## WORK TASK
Read the listing and extract each line that includes the word "sans".

## DATA RECORDS
=-=-=

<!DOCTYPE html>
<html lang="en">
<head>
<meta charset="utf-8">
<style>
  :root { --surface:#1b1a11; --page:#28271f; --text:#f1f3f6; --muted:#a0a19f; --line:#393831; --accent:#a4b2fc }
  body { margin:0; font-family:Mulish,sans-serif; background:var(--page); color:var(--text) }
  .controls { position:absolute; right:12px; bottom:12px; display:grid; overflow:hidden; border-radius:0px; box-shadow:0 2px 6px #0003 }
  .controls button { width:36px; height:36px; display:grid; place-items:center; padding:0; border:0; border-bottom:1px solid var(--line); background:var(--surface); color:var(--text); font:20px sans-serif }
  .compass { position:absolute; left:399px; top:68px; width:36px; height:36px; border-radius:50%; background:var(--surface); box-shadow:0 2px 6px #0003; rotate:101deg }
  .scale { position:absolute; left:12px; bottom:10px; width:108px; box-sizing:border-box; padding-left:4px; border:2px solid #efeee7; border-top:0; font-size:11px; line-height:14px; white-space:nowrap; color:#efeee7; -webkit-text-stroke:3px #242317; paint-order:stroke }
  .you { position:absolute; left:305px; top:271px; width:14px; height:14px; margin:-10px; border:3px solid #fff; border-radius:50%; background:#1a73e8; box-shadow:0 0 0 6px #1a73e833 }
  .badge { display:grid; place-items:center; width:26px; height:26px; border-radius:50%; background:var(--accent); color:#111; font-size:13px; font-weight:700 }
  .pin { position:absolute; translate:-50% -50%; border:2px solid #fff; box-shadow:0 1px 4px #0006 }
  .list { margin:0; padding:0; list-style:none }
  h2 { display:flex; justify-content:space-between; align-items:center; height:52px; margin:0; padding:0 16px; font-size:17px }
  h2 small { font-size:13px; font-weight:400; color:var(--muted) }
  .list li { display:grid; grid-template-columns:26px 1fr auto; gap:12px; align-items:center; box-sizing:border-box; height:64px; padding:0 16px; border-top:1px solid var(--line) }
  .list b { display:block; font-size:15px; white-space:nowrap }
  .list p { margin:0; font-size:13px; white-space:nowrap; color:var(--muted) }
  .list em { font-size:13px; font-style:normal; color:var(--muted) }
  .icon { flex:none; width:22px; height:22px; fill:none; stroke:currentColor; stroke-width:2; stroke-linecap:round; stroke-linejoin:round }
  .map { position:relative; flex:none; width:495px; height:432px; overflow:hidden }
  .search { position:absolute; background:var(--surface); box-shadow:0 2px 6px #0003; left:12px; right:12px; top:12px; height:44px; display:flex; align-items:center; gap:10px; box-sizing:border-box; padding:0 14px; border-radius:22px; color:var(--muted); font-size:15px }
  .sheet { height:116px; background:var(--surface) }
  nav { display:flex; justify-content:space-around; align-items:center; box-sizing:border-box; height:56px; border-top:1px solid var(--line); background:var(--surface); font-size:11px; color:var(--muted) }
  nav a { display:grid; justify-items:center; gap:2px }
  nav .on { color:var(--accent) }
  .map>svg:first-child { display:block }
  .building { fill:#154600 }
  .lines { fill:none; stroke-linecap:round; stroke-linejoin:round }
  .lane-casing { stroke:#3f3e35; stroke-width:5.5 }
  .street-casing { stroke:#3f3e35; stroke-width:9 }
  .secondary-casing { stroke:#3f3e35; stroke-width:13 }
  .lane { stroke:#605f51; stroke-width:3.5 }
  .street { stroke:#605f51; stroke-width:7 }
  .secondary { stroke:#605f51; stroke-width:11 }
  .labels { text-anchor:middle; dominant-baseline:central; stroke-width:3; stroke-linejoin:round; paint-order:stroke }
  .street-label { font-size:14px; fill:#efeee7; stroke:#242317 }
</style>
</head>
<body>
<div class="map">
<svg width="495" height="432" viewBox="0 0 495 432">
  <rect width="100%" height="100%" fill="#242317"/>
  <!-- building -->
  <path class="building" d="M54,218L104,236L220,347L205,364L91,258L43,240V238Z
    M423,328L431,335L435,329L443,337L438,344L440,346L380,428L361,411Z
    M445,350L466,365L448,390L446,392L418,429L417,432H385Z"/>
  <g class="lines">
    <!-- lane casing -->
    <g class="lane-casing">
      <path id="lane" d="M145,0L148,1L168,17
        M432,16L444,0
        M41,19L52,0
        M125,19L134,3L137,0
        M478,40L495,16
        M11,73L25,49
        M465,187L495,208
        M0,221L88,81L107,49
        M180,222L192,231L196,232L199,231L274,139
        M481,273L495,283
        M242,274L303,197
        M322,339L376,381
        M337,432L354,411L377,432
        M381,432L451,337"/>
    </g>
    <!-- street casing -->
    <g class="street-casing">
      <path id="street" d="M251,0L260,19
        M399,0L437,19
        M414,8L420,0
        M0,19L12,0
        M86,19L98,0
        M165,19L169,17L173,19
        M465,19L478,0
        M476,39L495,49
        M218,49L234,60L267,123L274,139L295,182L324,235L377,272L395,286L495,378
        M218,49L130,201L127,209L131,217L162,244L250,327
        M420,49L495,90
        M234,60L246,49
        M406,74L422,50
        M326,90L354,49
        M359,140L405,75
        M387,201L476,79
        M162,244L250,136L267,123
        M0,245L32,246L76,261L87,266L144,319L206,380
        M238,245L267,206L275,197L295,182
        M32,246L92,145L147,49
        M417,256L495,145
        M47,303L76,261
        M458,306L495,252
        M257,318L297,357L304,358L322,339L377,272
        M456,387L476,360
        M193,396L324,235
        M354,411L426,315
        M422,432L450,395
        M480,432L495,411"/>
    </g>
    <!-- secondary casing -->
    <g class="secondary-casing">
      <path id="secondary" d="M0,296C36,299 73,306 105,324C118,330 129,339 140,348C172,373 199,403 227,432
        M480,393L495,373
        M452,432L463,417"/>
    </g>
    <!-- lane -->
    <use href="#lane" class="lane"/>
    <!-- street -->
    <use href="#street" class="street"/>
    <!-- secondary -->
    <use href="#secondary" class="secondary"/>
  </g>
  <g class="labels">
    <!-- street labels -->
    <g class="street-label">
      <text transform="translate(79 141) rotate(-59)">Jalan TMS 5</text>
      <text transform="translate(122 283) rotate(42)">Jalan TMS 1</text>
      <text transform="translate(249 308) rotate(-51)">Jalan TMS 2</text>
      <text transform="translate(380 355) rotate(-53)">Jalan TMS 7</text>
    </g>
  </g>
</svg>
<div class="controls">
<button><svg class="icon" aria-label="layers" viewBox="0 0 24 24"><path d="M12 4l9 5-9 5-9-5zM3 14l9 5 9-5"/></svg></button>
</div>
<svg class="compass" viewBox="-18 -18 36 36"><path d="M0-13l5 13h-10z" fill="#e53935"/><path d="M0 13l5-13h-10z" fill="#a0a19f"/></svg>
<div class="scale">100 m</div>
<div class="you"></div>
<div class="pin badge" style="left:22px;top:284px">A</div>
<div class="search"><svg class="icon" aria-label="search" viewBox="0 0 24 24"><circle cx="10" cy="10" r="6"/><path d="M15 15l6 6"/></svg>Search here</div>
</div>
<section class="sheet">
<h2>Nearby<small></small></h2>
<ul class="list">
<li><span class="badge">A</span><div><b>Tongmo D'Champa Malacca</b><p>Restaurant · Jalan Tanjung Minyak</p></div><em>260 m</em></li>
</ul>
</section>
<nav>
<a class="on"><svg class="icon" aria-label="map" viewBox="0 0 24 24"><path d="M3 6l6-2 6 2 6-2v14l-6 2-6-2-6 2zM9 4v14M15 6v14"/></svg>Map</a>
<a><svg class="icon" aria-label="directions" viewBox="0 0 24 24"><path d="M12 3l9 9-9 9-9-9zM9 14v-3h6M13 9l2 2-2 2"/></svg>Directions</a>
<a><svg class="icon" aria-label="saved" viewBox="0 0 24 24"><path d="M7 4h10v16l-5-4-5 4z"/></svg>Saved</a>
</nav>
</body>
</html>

=-=-=

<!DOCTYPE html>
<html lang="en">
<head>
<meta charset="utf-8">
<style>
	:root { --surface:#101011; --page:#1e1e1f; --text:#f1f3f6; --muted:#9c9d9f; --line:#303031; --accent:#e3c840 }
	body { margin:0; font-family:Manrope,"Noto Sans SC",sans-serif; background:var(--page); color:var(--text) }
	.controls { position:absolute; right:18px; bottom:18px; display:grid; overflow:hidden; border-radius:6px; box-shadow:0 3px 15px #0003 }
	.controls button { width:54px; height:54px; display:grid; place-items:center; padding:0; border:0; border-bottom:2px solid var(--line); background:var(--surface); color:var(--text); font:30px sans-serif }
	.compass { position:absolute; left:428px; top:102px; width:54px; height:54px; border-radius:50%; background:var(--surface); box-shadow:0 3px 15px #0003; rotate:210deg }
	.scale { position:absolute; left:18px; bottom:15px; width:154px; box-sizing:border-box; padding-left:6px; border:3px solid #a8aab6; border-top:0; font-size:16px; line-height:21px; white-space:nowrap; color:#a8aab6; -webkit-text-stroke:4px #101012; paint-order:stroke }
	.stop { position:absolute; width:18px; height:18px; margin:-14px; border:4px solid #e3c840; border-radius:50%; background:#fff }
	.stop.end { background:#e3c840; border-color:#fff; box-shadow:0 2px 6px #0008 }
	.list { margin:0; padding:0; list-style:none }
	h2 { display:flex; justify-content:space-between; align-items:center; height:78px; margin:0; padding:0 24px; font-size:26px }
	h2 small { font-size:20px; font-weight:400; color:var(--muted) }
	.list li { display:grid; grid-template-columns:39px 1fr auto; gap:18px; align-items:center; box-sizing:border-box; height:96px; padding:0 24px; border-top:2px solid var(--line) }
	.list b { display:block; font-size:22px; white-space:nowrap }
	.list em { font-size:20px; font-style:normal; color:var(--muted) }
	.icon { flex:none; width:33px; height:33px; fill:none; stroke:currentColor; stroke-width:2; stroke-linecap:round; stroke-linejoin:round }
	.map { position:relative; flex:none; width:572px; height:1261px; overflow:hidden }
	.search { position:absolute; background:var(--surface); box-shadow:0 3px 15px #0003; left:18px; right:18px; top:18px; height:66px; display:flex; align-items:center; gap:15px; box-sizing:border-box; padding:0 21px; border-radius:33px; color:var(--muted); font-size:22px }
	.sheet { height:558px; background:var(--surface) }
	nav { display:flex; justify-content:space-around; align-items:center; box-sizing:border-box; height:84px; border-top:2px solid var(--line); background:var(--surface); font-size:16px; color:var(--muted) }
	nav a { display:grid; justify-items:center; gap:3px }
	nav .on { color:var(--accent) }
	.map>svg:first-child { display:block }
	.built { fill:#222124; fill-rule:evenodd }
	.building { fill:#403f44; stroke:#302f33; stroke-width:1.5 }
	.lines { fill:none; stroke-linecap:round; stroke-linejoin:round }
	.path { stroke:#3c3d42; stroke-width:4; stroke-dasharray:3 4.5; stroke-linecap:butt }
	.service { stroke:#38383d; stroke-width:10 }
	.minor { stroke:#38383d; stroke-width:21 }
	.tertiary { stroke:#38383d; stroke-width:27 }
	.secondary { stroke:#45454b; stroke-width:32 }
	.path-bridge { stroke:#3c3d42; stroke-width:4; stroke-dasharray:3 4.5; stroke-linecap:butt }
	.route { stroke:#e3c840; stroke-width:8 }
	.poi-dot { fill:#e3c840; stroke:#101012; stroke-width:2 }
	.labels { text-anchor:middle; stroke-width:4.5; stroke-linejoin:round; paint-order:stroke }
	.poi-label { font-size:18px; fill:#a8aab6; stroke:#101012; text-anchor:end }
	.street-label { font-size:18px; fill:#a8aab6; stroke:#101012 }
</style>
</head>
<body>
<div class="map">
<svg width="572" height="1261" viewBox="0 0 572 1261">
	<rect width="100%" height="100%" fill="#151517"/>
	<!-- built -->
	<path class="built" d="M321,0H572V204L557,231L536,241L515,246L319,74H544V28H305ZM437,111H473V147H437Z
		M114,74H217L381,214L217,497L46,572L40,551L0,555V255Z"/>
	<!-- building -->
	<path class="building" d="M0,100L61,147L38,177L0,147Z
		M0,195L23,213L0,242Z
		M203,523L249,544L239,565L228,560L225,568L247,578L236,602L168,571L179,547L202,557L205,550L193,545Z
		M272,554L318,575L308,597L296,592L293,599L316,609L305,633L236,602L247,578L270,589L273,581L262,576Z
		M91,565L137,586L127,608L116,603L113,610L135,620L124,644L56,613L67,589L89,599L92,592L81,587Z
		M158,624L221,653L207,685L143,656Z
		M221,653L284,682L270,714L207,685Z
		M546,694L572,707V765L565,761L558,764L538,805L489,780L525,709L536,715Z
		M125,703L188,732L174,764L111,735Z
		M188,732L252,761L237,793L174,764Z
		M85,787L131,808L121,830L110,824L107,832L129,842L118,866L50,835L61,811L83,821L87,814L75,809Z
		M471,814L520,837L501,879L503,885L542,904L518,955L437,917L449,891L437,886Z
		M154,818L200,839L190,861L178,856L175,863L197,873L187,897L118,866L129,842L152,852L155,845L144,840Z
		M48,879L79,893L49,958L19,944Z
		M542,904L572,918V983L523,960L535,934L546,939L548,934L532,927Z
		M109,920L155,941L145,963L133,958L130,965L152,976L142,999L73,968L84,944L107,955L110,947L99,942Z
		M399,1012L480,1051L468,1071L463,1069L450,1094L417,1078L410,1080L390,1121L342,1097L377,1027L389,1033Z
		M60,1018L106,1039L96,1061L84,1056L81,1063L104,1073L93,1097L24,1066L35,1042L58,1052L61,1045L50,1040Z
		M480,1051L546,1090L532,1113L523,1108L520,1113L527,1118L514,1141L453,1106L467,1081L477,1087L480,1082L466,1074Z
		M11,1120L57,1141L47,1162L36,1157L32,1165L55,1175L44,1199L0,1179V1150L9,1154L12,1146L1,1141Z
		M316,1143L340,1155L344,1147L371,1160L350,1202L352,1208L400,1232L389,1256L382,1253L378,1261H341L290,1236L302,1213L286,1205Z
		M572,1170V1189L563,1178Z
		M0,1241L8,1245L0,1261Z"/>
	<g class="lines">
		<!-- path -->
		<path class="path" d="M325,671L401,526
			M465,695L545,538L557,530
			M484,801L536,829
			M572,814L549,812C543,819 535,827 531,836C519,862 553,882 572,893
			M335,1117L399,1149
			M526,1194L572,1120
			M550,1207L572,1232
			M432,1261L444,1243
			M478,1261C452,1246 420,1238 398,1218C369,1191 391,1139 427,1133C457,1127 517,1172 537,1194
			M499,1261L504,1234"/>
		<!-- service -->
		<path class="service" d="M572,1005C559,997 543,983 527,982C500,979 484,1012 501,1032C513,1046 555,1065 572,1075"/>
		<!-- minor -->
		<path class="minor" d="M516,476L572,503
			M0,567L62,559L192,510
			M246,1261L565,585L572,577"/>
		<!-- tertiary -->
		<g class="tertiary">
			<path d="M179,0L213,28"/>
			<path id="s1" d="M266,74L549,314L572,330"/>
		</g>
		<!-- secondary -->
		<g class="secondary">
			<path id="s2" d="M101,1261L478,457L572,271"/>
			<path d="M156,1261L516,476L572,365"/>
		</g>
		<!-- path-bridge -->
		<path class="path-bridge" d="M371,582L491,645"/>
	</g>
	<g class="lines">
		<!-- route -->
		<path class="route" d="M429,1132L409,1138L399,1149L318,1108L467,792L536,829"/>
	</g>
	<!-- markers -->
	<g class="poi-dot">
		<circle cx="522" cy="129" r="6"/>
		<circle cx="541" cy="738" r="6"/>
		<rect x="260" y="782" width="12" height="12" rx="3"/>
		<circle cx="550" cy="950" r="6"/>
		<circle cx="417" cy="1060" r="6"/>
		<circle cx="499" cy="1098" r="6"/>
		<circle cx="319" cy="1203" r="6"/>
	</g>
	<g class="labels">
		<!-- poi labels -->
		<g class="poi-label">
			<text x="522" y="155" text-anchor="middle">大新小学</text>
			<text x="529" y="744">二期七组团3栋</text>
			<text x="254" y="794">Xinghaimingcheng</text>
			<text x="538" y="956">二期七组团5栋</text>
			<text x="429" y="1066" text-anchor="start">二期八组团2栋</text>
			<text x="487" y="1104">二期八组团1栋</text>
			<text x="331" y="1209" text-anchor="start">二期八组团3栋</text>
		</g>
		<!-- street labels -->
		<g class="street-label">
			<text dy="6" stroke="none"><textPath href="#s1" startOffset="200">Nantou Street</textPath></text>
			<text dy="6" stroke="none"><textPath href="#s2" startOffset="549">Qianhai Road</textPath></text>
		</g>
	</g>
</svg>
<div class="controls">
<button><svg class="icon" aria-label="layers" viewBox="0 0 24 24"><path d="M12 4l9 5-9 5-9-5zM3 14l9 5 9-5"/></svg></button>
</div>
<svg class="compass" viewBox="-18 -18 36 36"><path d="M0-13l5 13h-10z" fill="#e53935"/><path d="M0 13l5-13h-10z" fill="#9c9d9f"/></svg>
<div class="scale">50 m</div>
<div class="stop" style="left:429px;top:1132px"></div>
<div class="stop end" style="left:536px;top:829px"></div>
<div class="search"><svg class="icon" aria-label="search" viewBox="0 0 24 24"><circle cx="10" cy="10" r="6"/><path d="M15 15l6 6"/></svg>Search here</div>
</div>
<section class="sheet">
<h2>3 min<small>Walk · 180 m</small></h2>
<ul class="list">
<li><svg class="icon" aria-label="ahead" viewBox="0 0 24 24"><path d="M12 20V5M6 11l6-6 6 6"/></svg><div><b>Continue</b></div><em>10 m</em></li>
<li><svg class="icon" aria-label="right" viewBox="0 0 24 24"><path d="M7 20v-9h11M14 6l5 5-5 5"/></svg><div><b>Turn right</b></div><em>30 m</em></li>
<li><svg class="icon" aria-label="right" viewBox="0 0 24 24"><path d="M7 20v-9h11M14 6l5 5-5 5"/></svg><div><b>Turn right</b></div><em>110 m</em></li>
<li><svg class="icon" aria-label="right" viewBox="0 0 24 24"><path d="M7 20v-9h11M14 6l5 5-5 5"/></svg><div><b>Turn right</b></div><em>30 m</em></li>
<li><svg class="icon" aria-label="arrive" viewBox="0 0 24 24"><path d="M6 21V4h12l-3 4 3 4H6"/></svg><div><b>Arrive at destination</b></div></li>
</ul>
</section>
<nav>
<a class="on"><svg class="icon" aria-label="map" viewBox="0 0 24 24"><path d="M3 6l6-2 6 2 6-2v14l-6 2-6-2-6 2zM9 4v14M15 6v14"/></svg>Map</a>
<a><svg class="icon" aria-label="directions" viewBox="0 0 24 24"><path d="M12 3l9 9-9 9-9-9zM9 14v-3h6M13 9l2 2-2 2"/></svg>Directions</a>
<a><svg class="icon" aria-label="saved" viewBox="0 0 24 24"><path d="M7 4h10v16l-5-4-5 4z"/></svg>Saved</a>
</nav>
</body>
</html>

=-=-=

## ANSWER AREA
  body { margin:0; font-family:Mulish,sans-serif; background:var(--page); color:var(--text) }
  .controls button { width:36px; height:36px; display:grid; place-items:center; padding:0; border:0; border-bottom:1px solid var(--line); background:var(--surface); color:var(--text); font:20px sans-serif }
	body { margin:0; font-family:Manrope,"Noto Sans SC",sans-serif; background:var(--page); color:var(--text) }
	.controls button { width:54px; height:54px; display:grid; place-items:center; padding:0; border:0; border-bottom:2px solid var(--line); background:var(--surface); color:var(--text); font:30px sans-serif }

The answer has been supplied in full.